Problem to work on: Below are the records; copy each line in which "Mohammed" occurs.

Extracted data:
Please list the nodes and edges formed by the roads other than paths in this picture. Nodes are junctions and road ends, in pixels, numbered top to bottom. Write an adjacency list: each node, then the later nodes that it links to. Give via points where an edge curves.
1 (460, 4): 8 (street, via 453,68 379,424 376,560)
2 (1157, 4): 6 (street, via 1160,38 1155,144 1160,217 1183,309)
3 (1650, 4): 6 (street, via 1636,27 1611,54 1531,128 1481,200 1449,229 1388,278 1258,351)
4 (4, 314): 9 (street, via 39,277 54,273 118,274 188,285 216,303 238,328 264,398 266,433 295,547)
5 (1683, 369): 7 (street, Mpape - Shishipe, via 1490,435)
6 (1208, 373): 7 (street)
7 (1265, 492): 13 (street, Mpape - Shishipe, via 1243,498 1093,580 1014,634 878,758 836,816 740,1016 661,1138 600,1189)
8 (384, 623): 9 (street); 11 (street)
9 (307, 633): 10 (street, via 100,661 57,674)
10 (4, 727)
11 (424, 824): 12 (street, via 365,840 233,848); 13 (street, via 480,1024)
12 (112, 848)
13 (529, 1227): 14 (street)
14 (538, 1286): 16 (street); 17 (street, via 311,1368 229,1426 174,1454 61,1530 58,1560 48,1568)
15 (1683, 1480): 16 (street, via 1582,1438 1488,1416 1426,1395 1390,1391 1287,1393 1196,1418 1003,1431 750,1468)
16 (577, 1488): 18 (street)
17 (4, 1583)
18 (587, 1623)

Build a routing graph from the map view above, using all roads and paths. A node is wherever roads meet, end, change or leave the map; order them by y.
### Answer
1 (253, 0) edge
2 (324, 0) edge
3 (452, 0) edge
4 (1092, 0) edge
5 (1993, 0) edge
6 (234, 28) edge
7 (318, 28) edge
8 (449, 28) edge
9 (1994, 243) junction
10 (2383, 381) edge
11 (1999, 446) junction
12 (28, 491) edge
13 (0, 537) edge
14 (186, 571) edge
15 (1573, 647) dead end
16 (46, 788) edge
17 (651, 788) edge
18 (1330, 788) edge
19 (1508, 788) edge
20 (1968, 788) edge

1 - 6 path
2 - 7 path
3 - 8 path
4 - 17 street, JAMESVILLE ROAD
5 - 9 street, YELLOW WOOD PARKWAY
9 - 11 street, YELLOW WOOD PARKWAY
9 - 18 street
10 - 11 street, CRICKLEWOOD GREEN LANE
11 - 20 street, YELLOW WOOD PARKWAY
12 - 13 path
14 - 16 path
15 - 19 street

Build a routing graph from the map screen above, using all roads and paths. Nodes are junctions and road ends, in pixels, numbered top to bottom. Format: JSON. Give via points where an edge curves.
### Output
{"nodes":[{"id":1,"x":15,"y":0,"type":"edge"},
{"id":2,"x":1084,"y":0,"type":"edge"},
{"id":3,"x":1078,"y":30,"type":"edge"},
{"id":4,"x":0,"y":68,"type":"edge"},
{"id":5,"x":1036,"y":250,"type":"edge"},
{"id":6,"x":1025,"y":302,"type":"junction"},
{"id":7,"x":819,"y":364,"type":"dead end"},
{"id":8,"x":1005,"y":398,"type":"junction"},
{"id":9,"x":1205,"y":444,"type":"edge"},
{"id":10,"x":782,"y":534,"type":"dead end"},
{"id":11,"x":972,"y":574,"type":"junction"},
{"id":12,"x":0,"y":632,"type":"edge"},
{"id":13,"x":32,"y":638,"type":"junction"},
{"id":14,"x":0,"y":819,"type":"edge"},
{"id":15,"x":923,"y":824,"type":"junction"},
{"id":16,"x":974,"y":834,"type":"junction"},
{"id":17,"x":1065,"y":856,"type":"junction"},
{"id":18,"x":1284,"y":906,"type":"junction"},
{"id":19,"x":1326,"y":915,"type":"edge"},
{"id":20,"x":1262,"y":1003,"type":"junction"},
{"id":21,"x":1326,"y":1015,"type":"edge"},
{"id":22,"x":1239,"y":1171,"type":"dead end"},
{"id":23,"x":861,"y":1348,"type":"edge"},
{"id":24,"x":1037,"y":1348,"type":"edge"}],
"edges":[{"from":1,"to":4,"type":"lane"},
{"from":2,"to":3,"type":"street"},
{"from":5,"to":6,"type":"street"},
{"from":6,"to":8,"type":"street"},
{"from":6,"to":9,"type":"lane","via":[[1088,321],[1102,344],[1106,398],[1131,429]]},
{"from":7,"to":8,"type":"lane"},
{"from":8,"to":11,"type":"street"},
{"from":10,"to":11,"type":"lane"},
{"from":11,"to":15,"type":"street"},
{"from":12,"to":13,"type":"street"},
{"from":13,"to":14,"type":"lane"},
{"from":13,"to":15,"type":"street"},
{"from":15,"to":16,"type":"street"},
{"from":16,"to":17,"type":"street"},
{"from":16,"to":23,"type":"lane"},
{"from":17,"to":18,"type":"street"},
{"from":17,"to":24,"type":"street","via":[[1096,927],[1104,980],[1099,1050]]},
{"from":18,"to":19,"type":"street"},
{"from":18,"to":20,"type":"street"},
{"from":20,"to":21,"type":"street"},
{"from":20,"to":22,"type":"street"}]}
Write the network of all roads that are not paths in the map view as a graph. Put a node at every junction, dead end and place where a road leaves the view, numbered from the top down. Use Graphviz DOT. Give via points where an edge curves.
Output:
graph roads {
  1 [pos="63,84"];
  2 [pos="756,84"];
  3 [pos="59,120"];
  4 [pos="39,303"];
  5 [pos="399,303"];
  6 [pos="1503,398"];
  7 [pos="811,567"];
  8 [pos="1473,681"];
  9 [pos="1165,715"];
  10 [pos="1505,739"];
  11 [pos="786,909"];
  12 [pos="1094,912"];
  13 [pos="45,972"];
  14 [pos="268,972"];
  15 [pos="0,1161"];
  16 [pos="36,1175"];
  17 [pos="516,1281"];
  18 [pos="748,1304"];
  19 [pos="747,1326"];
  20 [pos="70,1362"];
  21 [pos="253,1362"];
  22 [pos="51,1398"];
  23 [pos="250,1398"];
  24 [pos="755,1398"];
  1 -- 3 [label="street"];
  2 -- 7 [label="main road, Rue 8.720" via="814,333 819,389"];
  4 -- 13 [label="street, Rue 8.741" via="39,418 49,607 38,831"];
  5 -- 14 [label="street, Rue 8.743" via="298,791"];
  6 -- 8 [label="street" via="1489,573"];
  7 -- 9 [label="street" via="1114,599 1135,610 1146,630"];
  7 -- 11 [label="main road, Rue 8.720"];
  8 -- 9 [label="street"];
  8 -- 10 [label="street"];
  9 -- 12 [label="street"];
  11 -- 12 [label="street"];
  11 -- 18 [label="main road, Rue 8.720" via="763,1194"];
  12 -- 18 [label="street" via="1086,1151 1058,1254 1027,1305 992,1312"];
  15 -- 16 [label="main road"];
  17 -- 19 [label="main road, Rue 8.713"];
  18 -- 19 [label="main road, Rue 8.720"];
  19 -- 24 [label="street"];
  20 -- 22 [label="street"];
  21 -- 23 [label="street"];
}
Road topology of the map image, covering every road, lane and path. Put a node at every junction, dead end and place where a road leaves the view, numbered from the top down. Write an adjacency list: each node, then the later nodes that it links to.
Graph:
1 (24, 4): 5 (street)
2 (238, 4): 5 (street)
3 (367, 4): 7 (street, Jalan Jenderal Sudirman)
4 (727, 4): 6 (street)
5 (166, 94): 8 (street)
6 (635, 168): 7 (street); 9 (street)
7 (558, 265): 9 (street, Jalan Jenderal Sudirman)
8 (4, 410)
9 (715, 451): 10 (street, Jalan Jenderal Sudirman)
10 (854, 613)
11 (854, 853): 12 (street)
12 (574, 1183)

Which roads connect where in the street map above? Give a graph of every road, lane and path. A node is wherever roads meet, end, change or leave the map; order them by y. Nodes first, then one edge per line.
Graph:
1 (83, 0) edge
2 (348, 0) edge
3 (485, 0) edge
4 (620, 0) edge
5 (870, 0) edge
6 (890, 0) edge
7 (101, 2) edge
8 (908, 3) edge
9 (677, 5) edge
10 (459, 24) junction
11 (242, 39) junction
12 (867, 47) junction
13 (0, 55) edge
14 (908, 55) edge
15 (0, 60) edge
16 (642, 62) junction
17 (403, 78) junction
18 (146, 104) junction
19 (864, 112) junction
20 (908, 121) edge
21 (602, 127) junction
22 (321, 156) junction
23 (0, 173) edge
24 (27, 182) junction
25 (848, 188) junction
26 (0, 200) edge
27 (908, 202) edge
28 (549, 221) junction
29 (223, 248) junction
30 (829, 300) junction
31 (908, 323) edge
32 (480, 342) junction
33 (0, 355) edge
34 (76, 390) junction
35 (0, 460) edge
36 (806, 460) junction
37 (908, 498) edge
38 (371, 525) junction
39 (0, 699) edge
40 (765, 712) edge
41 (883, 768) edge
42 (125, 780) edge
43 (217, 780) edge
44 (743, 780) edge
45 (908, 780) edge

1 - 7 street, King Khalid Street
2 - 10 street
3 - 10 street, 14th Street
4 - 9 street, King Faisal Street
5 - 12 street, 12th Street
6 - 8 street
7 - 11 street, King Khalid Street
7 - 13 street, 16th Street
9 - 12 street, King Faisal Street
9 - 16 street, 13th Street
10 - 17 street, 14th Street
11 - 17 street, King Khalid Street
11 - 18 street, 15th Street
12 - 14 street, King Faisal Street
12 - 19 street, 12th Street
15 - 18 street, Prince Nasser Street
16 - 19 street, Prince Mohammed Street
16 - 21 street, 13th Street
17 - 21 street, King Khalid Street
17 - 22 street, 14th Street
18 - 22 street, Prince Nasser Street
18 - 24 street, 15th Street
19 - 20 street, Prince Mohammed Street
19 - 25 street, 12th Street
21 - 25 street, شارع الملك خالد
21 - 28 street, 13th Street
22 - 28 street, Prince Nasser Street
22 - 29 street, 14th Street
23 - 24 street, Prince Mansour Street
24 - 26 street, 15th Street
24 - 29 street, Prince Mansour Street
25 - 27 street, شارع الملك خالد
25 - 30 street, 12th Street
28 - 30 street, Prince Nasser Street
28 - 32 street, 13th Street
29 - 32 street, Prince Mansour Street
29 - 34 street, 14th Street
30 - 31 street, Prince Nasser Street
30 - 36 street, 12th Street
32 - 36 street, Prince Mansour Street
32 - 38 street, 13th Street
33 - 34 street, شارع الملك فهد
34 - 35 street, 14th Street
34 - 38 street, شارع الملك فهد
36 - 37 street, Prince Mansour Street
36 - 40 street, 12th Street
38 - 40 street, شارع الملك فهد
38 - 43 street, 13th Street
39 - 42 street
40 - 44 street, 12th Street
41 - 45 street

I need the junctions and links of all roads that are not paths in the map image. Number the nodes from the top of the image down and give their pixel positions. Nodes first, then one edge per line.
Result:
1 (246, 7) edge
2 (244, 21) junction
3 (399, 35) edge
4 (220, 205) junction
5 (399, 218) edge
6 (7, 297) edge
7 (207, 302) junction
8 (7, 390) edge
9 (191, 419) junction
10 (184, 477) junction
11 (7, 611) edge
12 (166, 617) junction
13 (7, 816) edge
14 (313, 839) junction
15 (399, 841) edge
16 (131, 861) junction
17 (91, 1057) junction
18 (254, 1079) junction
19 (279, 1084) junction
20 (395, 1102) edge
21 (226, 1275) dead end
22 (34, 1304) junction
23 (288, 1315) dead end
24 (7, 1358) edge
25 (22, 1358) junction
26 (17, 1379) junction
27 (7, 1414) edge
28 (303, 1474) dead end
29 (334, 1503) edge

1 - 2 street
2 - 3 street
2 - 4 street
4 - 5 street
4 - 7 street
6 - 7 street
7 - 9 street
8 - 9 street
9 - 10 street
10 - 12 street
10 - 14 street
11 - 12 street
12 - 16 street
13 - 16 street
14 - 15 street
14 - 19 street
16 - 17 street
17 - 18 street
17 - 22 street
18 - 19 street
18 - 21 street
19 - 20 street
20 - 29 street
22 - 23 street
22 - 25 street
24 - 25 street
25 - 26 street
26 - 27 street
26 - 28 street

Expected answer:
16 - 19 street, Prince Mohammed Street
19 - 20 street, Prince Mohammed Street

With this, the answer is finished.